# Buying a new router

## cancelliere

I have to buy a new router and I want to know what is the best model to use with P2P and two PCs.

Someone told me about Netgear Dg834g, what do you think about it?

----------

## Veldrin

Well, what do you intend to use the router for - apart from getting to the internet. Primarily by LAN, or by WLAN? Do you copy large amounts of data (i.e Backup, HD-Streaming)? 

Wireless 11g is getting old (and slow), and it only supports 100MBit LAN...

The security features seem ok. (I was more referring to VPN and IDS - which is rather useless)

cheers

V.Last edited by Veldrin on Thu Dec 10, 2009 10:29 pm; edited 1 time in total

----------

## cach0rr0

just to echo the sentiments above

wired: you want something that supports gigabit LAN, since you'll likely have gigabit cards in any modern machine

wireless: it must support WPA2, and should ideally support 802.11n

Personally I've had bad luck with anything that isn't Linksys. 

Right now I'm running a Netgear Wireless-N rig, and although the specs look good, the wireless is spotty even with the latest firmware. It also has a very annoying feature...I run a web server at the house, and:

-if i connect from outside to publicIP:80, all is fine

-if i connect from inside to publicIP:80, the router interferes, and I get its own http service rather than my website

-if i connect from inside to 192.168.x.x:80, all is fine

i have to add entries to /etc/hosts to be able to browse by domain rather than IP, unless I'm outside...which is a royal pain

ANYWAY, I personally prefer Linksys products, YMMV

----------

## doctork

 *cach0rr0 wrote:*   

> 
> 
> i have to add entries to /etc/hosts to be able to browse by domain rather than IP, unless I'm outside...which is a royal pain
> 
> ANYWAY, I personally prefer Linksys products, YMMV

 Off the thread topic, but it sure sounds like you should be running a DNS server somewhere on your LAN.

--

doc

----------

## cach0rr0

 *doctork wrote:*   

>  *cach0rr0 wrote:*   
> 
> i have to add entries to /etc/hosts to be able to browse by domain rather than IP, unless I'm outside...which is a royal pain
> 
> ANYWAY, I personally prefer Linksys products, YMMV Off the thread topic, but it sure sounds like you should be running a DNS server somewhere on your LAN.
> ...

 

yip, pure laziness to be honest 

BIND can do this easily, but I hit a few stumbling blocks I couldn't get past when trying to run it in a chroot (outside the chroot is fine), so I postponed working on it for a while. 

Once I get moved into my flat and get Comcast to hook up the static IP's, I'll revisit this as I intend to run my own NS. For now fighting with the chroot just to get my laptops to work isn't worth it.
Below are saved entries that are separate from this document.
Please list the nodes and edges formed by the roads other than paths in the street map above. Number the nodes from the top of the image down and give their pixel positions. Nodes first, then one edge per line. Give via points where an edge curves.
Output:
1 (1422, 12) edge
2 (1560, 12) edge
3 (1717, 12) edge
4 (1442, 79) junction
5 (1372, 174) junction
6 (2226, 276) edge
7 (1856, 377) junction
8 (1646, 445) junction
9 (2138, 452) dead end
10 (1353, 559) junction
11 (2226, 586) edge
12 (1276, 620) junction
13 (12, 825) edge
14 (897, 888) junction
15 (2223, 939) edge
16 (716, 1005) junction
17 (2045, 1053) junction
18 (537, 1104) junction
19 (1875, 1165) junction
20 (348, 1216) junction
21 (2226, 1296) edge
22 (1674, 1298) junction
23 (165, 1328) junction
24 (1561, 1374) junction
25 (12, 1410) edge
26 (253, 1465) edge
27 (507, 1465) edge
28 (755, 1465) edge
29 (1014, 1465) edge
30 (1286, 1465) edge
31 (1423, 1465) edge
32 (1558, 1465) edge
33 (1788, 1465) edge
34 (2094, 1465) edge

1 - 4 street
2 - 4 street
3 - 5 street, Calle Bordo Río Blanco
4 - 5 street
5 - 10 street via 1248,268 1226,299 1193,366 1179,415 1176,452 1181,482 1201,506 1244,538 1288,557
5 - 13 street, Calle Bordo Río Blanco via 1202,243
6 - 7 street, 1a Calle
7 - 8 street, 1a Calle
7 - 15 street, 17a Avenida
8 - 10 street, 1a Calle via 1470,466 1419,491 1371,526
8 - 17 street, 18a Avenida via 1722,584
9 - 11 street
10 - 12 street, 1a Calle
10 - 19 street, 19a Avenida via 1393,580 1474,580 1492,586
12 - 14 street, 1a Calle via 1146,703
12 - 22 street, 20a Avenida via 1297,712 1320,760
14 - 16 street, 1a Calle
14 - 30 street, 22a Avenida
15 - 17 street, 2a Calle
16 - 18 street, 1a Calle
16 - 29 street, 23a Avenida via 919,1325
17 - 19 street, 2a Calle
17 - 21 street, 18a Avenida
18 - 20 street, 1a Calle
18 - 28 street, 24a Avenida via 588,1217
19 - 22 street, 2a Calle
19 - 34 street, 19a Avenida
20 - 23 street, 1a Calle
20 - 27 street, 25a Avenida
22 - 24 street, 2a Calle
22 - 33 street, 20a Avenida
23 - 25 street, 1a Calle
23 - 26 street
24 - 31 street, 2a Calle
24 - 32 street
As well I'll be giving the current wireless router to my parents, and snag a Linksys one when I move, so this will be a non-issue then.

----------

## cancelliere

 *Veldrin wrote:*   

> Well, what do you intend to use the router for - apart from getting to the internet. Primarily by LAN, or by WLAN? Do you copy large amounts of data (i.e Backup, HD-Streaming)? 
> 
> Wireless 11g is getting old (and slow), and it only supports 100MBit LAN...
> 
> The security features seem ok. (I was more referring to VPN and IDS - which is rather useless)
> ...

 

I will use the router by LAN and WLAN and I sometimes copy some large files between two PCs

----------

## fangorn

For myself I found the performance of Hardware routers too poor. Especially in the case that you are using filesharing regularly. 

I am using an ALIX WRAP board in a small aluminium box and a voyage linux on it. Much more flexible and only slightly more expensive than a good router.

Edit:

But I use a NAS that serves 5.5 TB of data for my home network. So I might need a little more performance than you  :Wink: 

----------